◆ EXERCISE INSTRUCTIONS: Pictures do not belong in your copy. Repeat all the other data exactly.

◆ INFORMATION:
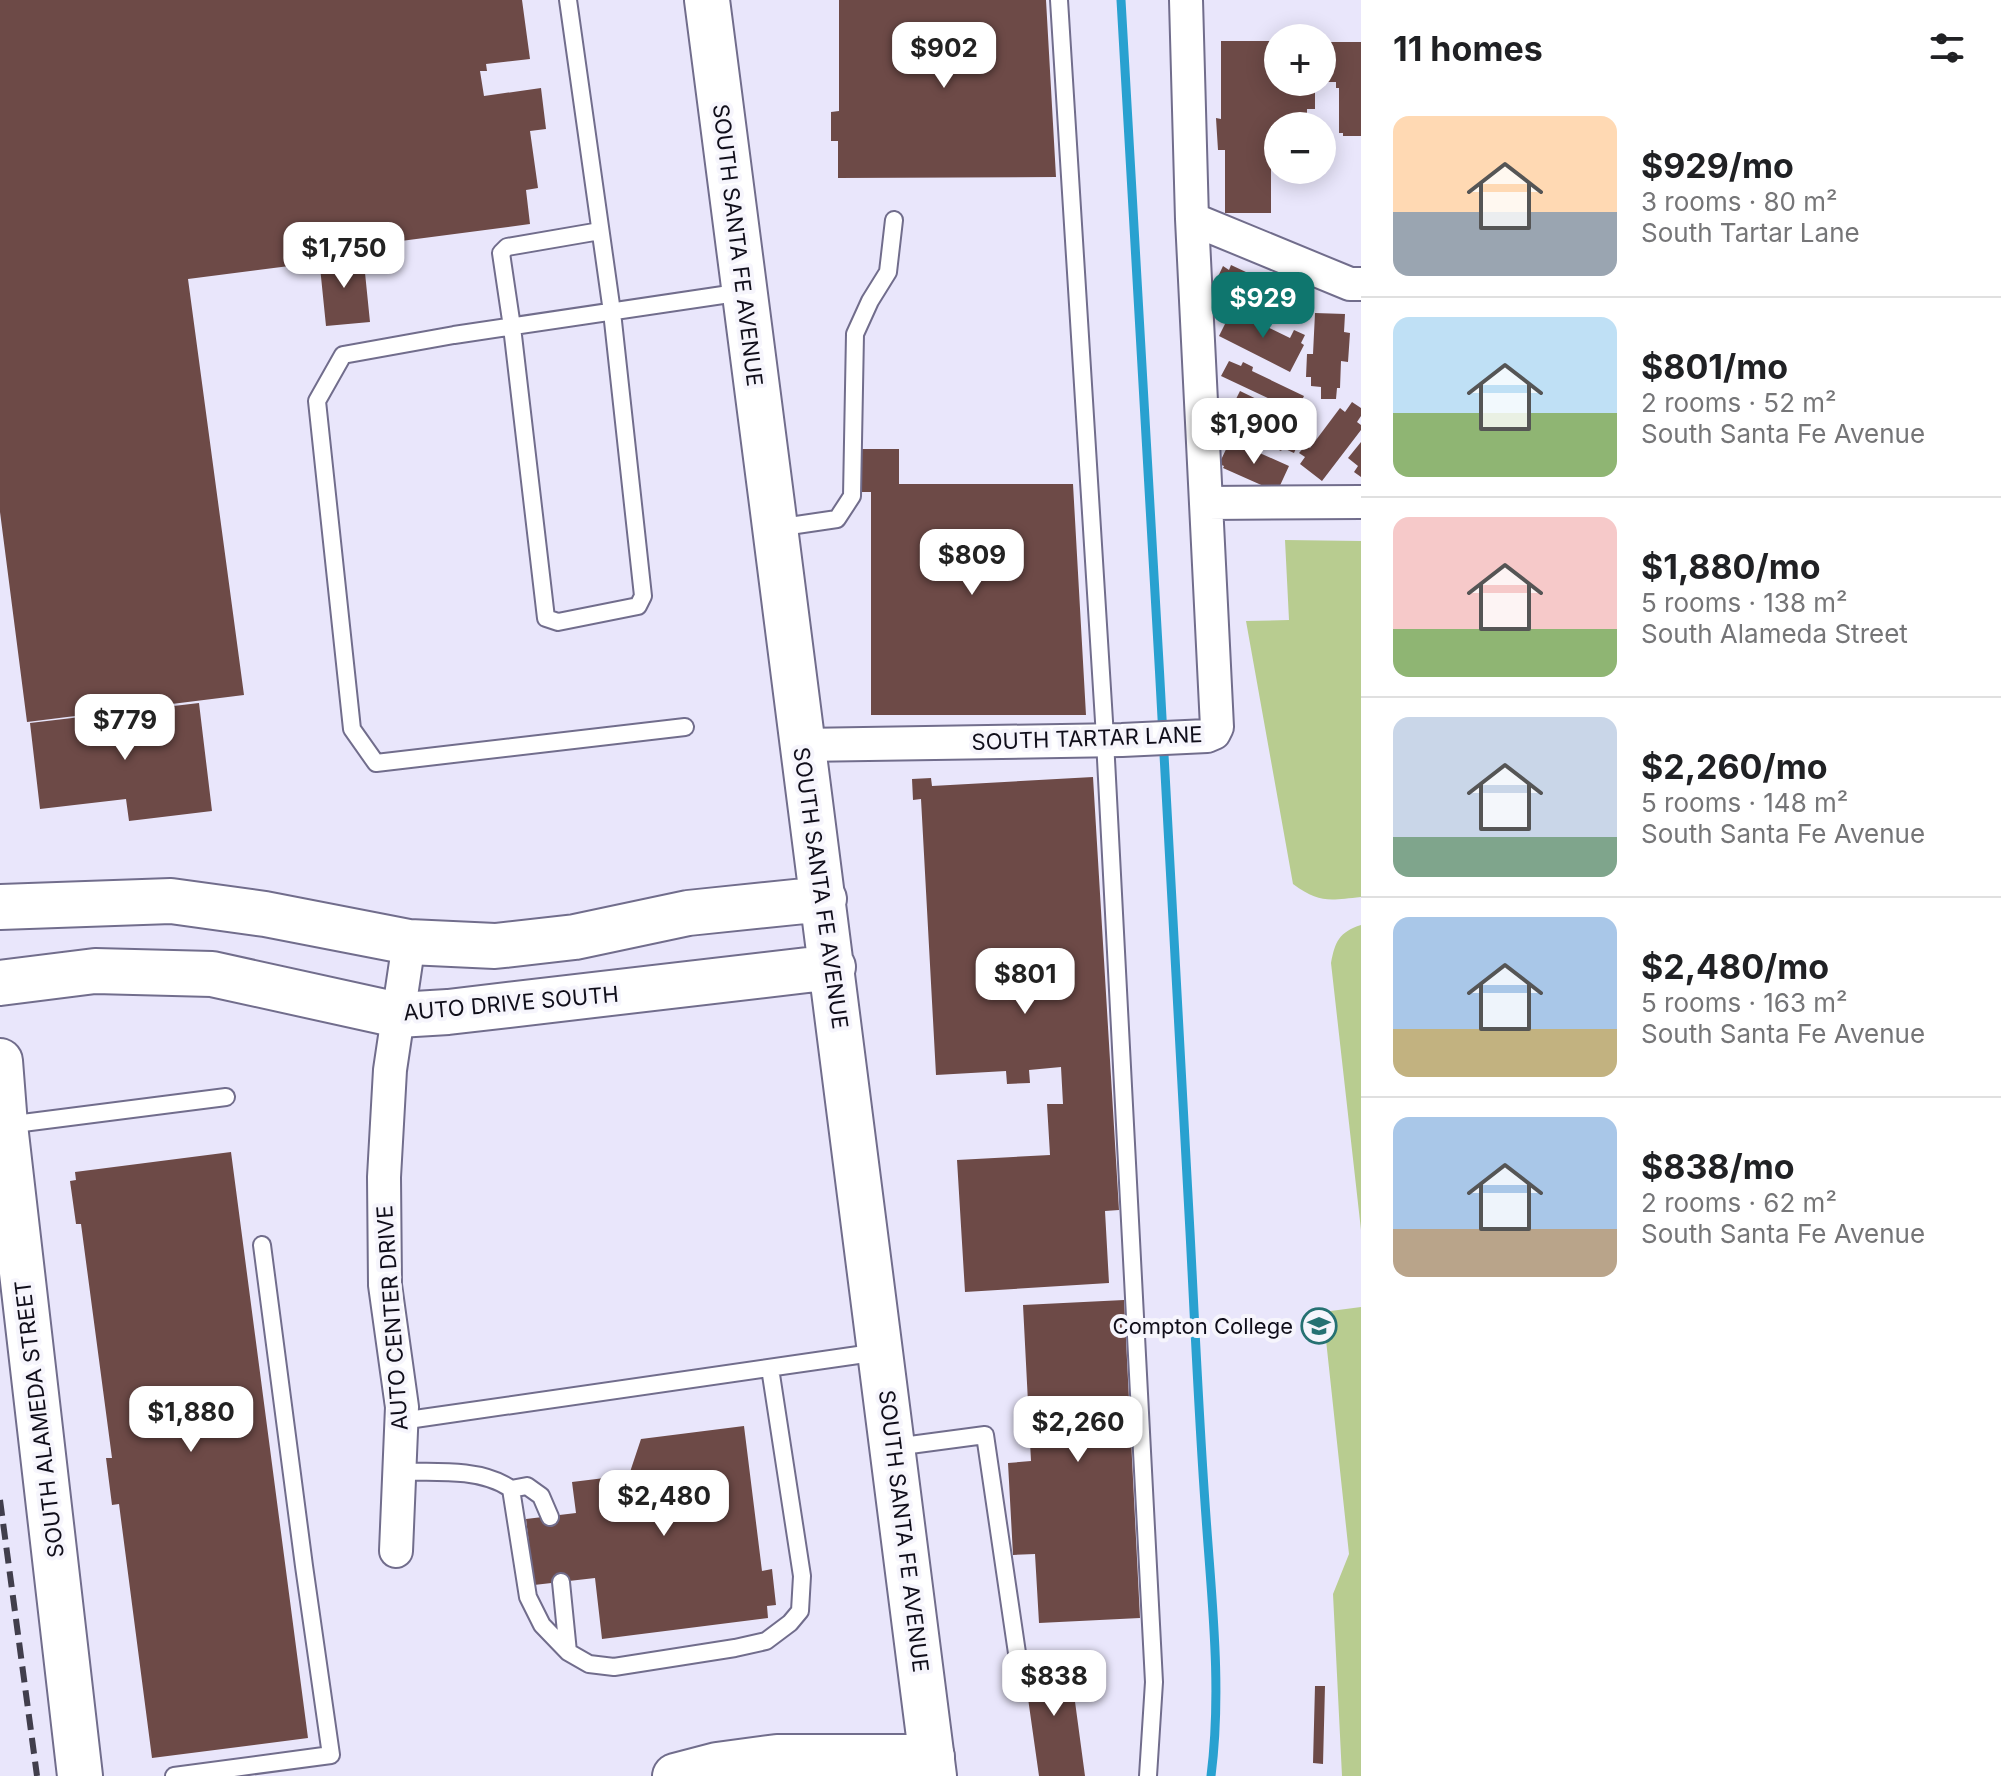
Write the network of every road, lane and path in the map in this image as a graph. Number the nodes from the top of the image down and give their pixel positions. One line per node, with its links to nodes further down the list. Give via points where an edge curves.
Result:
1 (568, 0): 7 (lane)
2 (707, 0): 9 (main road, SOUTH SANTA FE AVENUE)
3 (1059, 0): 16 (lane)
4 (1186, 0): 5 (street, SOUTH TARTAR LANE)
5 (1192, 219): 8 (street); 13 (street, SOUTH TARTAR LANE)
6 (894, 220): 14 (lane, via 888,272 855,334 852,496 837,519)
7 (600, 231): 10 (lane); 11 (lane, via 507,247 501,253)
8 (1361, 284)
9 (744, 292): 10 (lane); 14 (main road, SOUTH SANTA FE AVENUE)
10 (612, 312): 11 (lane); 11 (lane, via 643,596 638,606 558,622 546,618)
11 (512, 327): 15 (lane, via 343,355 317,401 352,729 376,763)
12 (1361, 502): 13 (street)
13 (1207, 503): 16 (street, SOUTH TARTAR LANE, via 1217,727 1207,736)
14 (774, 528): 17 (main road, SOUTH SANTA FE AVENUE)
15 (685, 727)
16 (1114, 740): 17 (street, SOUTH TARTAR LANE); 43 (lane, via 1154,1682)
17 (802, 745): 18 (main road, SOUTH SANTA FE AVENUE)
18 (824, 899): 20 (main road, via 688,913 575,937 495,946); 21 (main road, SOUTH SANTA FE AVENUE)
19 (0, 907): 20 (main road, via 171,901)
20 (409, 942): 23 (street, AUTO CENTER DRIVE)
21 (833, 967): 23 (main road, AUTO DRIVE SOUTH); 28 (main road, SOUTH SANTA FE AVENUE)
22 (0, 983): 23 (main road, AUTO DRIVE SOUTH, via 95,971 212,974)
23 (398, 1015): 30 (street, AUTO CENTER DRIVE, via 384,1177 385,1285)
24 (0, 1061): 26 (main road, SOUTH ALAMEDA STREET)
25 (226, 1097): 26 (lane)
26 (5, 1125): 40 (main road, SOUTH ALAMEDA STREET)
27 (262, 1245): 41 (lane, via 331,1755)
28 (881, 1352): 29 (lane); 31 (main road, SOUTH SANTA FE AVENUE)
29 (770, 1368): 30 (lane); 37 (lane, via 802,1576 800,1611 766,1641 735,1648 614,1667 589,1664)
30 (401, 1421): 32 (street, AUTO CENTER DRIVE)
31 (893, 1447): 38 (lane, via 985,1435); 39 (main road, SOUTH SANTA FE AVENUE)
32 (399, 1472): 33 (lane, via 486,1477); 35 (street, AUTO CENTER DRIVE)
33 (511, 1489): 34 (lane, via 527,1486 541,1496); 37 (lane, via 528,1597 542,1625)
34 (550, 1517)
35 (396, 1551)
36 (561, 1582): 37 (lane)
37 (568, 1652)
38 (1017, 1653)
39 (933, 1766): 42 (main road, via 777,1757)
40 (80, 1776)
41 (174, 1776)
42 (675, 1776)
43 (1148, 1776)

◆ RESULT FOR THIS TASK:
Write the network of every road, lane and path in the map in this image as a graph. Number the nodes from the top of the image down and give their pixel positions. One line per node, with its links to nodes further down the list. Give via points where an edge curves.
Result:
1 (568, 0): 7 (lane)
2 (707, 0): 9 (main road, SOUTH SANTA FE AVENUE)
3 (1059, 0): 16 (lane)
4 (1186, 0): 5 (street, SOUTH TARTAR LANE)
5 (1192, 219): 8 (street); 13 (street, SOUTH TARTAR LANE)
6 (894, 220): 14 (lane, via 888,272 855,334 852,496 837,519)
7 (600, 231): 10 (lane); 11 (lane, via 507,247 501,253)
8 (1361, 284)
9 (744, 292): 10 (lane); 14 (main road, SOUTH SANTA FE AVENUE)
10 (612, 312): 11 (lane); 11 (lane, via 643,596 638,606 558,622 546,618)
11 (512, 327): 15 (lane, via 343,355 317,401 352,729 376,763)
12 (1361, 502): 13 (street)
13 (1207, 503): 16 (street, SOUTH TARTAR LANE, via 1217,727 1207,736)
14 (774, 528): 17 (main road, SOUTH SANTA FE AVENUE)
15 (685, 727)
16 (1114, 740): 17 (street, SOUTH TARTAR LANE); 43 (lane, via 1154,1682)
17 (802, 745): 18 (main road, SOUTH SANTA FE AVENUE)
18 (824, 899): 20 (main road, via 688,913 575,937 495,946); 21 (main road, SOUTH SANTA FE AVENUE)
19 (0, 907): 20 (main road, via 171,901)
20 (409, 942): 23 (street, AUTO CENTER DRIVE)
21 (833, 967): 23 (main road, AUTO DRIVE SOUTH); 28 (main road, SOUTH SANTA FE AVENUE)
22 (0, 983): 23 (main road, AUTO DRIVE SOUTH, via 95,971 212,974)
23 (398, 1015): 30 (street, AUTO CENTER DRIVE, via 384,1177 385,1285)
24 (0, 1061): 26 (main road, SOUTH ALAMEDA STREET)
25 (226, 1097): 26 (lane)
26 (5, 1125): 40 (main road, SOUTH ALAMEDA STREET)
27 (262, 1245): 41 (lane, via 331,1755)
28 (881, 1352): 29 (lane); 31 (main road, SOUTH SANTA FE AVENUE)
29 (770, 1368): 30 (lane); 37 (lane, via 802,1576 800,1611 766,1641 735,1648 614,1667 589,1664)
30 (401, 1421): 32 (street, AUTO CENTER DRIVE)
31 (893, 1447): 38 (lane, via 985,1435); 39 (main road, SOUTH SANTA FE AVENUE)
32 (399, 1472): 33 (lane, via 486,1477); 35 (street, AUTO CENTER DRIVE)
33 (511, 1489): 34 (lane, via 527,1486 541,1496); 37 (lane, via 528,1597 542,1625)
34 (550, 1517)
35 (396, 1551)
36 (561, 1582): 37 (lane)
37 (568, 1652)
38 (1017, 1653)
39 (933, 1766): 42 (main road, via 777,1757)
40 (80, 1776)
41 (174, 1776)
42 (675, 1776)
43 (1148, 1776)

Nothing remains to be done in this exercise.